The rest of the portrayal frosted Peake, too, prompting him to express his frustration to the Weld County District Attorney's Office. The article continues:
Peake says DA representatives then brought in the cops under Colorado's criminal-libel statute, a law declaring that published statements "tending to blacken the memory of one who is dead, or to impeach the honesty, integrity, virtue, or reputation or expose the natural defects of one who is alive" may be considered a felony. Conviction carries a possible two years in the pokey and a $100,000 fine.
ACLU of Colorado legal director Mark Silverstein picks up the tale from there.
"A search warrant was obtained to search Tom Mink's home for evidence of the felony of criminal libel," he notes. "Police had a warrant to authorize them to basically take any writings in the house, whether in paper or electronic form, then carted off his computer and all his electronic files, including articles in progress for the next issue."

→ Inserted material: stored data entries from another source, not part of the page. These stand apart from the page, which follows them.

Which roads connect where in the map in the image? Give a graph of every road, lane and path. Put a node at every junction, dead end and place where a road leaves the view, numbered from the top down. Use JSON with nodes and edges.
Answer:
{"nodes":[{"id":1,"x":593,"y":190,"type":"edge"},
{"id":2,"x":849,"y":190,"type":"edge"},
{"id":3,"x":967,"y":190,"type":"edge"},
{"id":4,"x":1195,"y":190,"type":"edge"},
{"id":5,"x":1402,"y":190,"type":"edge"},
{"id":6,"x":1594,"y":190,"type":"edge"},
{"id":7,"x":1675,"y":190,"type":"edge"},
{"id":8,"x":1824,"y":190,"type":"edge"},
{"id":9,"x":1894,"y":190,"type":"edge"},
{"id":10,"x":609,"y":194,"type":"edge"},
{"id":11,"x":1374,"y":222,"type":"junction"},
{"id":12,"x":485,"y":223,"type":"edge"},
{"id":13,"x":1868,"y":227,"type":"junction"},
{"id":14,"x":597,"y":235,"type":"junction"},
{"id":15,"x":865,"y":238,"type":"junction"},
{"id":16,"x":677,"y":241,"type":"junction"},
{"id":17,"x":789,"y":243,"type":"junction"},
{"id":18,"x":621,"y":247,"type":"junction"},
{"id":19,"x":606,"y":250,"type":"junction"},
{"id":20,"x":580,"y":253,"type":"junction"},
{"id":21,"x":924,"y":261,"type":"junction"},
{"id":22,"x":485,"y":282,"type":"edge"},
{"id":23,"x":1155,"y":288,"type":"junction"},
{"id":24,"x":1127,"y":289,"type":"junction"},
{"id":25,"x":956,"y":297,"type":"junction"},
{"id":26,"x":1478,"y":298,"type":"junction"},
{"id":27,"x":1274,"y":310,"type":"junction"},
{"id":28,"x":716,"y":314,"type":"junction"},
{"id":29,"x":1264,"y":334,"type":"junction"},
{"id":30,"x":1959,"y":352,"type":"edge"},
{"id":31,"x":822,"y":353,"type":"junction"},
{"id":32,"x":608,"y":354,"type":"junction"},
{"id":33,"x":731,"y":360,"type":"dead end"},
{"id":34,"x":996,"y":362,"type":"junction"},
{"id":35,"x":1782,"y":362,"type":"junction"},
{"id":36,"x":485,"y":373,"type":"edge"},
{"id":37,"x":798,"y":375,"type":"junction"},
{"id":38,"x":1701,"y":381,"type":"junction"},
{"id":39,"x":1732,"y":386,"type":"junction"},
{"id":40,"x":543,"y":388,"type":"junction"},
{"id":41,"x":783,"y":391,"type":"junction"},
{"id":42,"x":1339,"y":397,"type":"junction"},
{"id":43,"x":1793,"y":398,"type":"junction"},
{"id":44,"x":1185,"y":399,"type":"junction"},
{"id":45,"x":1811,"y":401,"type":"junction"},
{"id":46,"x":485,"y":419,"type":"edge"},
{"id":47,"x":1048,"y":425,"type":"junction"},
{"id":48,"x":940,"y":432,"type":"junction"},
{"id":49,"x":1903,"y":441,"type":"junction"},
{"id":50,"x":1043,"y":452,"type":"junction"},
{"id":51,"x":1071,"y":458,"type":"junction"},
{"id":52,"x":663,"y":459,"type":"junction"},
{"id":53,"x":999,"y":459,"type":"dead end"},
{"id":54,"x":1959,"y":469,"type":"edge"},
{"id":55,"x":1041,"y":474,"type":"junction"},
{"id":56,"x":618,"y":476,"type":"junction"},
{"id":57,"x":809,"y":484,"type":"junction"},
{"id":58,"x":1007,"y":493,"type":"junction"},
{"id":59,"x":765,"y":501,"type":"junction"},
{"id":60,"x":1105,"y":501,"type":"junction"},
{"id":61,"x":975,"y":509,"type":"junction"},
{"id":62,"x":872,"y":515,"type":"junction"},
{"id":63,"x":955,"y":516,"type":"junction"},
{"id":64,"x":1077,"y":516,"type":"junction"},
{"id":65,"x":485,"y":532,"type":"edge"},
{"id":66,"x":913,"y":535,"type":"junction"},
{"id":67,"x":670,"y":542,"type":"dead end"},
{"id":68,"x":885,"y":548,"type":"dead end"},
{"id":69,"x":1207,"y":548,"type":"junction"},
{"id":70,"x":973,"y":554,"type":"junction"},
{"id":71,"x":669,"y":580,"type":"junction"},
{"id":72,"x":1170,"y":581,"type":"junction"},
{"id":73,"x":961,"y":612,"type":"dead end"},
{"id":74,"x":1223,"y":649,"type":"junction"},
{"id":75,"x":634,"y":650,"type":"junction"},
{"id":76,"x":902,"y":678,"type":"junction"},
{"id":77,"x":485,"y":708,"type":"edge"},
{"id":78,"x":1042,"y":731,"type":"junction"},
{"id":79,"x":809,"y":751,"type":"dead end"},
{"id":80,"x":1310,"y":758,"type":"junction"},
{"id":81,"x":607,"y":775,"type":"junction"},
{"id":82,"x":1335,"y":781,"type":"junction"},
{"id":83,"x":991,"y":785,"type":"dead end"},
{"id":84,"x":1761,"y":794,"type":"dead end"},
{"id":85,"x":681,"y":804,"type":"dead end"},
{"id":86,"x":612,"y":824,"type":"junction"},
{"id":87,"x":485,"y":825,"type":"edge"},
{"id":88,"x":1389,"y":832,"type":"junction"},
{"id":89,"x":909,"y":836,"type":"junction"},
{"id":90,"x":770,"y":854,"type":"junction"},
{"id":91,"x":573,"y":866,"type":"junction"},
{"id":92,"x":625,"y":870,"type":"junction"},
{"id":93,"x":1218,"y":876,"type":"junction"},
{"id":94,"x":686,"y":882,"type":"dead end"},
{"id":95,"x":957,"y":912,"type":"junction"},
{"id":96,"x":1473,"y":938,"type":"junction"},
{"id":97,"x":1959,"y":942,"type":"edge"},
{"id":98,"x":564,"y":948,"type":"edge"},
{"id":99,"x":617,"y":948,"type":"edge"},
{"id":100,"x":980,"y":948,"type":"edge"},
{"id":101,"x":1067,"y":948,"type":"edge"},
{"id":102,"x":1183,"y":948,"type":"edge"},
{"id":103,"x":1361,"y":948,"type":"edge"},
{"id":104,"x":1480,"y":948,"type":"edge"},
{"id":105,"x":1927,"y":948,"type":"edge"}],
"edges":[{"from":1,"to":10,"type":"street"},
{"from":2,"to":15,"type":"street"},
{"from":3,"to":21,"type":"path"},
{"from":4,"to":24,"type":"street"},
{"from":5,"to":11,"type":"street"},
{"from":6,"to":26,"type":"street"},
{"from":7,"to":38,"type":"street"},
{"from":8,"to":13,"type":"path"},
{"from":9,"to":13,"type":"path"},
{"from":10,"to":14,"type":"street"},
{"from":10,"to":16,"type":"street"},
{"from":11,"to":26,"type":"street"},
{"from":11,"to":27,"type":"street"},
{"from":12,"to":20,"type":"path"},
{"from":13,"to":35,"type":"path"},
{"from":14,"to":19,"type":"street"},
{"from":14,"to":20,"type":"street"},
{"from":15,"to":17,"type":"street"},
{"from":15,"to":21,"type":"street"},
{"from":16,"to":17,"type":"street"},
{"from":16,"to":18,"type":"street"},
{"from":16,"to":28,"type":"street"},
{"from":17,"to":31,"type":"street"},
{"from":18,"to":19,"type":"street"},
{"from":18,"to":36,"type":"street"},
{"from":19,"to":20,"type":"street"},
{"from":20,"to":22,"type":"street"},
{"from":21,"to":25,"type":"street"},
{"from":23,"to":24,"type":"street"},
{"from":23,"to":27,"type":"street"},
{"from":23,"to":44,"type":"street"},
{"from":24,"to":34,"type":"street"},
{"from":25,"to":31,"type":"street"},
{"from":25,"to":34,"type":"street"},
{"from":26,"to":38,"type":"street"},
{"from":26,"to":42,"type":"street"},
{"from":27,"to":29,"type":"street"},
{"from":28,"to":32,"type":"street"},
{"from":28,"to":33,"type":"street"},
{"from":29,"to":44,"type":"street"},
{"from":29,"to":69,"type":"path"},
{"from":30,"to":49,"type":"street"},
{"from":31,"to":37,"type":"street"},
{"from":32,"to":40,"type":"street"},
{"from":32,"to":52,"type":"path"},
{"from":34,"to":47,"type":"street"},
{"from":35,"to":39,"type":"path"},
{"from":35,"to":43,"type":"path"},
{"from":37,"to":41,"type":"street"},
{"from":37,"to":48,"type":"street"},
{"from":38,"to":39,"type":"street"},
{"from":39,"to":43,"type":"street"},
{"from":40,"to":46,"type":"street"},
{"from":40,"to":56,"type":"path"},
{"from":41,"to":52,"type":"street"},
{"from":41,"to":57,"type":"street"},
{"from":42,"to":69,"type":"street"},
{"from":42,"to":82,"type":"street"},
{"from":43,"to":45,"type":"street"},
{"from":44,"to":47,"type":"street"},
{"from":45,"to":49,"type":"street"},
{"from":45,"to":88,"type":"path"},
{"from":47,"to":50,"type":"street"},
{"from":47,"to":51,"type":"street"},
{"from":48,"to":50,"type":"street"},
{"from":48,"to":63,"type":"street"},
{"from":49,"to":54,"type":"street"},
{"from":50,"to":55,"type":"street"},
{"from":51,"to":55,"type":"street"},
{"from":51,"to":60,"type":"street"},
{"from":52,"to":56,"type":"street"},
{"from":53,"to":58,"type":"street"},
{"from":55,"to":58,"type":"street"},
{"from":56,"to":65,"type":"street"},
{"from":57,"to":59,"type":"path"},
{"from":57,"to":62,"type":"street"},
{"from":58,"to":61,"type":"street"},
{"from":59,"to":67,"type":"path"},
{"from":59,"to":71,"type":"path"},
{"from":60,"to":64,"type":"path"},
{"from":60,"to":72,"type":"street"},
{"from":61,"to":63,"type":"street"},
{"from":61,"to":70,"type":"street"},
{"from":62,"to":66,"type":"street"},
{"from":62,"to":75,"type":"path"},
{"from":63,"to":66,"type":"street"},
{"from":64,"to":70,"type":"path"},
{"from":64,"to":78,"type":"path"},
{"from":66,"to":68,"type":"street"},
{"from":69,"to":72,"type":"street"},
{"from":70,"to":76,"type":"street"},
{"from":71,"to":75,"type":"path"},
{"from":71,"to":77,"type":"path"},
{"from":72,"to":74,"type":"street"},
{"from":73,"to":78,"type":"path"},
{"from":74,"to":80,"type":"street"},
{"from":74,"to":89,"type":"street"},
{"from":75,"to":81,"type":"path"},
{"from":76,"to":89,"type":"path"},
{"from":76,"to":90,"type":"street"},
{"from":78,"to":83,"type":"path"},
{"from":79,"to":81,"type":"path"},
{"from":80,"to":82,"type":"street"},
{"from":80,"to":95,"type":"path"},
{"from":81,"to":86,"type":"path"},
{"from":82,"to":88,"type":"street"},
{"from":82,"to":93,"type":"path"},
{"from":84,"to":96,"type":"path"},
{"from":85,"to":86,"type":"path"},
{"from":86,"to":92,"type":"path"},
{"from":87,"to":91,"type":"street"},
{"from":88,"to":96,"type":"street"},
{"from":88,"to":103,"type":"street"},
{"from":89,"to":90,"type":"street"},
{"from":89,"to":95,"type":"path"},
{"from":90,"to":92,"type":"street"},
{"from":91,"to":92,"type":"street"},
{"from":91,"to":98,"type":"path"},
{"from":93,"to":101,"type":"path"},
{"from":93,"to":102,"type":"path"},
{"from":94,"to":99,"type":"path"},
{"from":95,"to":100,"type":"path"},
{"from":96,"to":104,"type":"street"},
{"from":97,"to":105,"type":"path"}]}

As documented in the next week's Message column, the charges against Mink were dropped soon after he reached out to the ACLU -- but the case lived on as a way to attack Colorado's criminal libel statute. As Mink wrote in an e-mail at the time, "I think the thing should be taken off the books one way or another. The possibility of the legislature taking that on during this session has been raised and I think that may affect how we move forward with the suit on the constitutionality of the law. But either way, I hope to do what I can to get rid of such an antiquated, piece-of-crap law that can be used so easily to stifle free speech."
"Junius Puke" with 'stache.
Page down to read more about criminal libel and the settlement.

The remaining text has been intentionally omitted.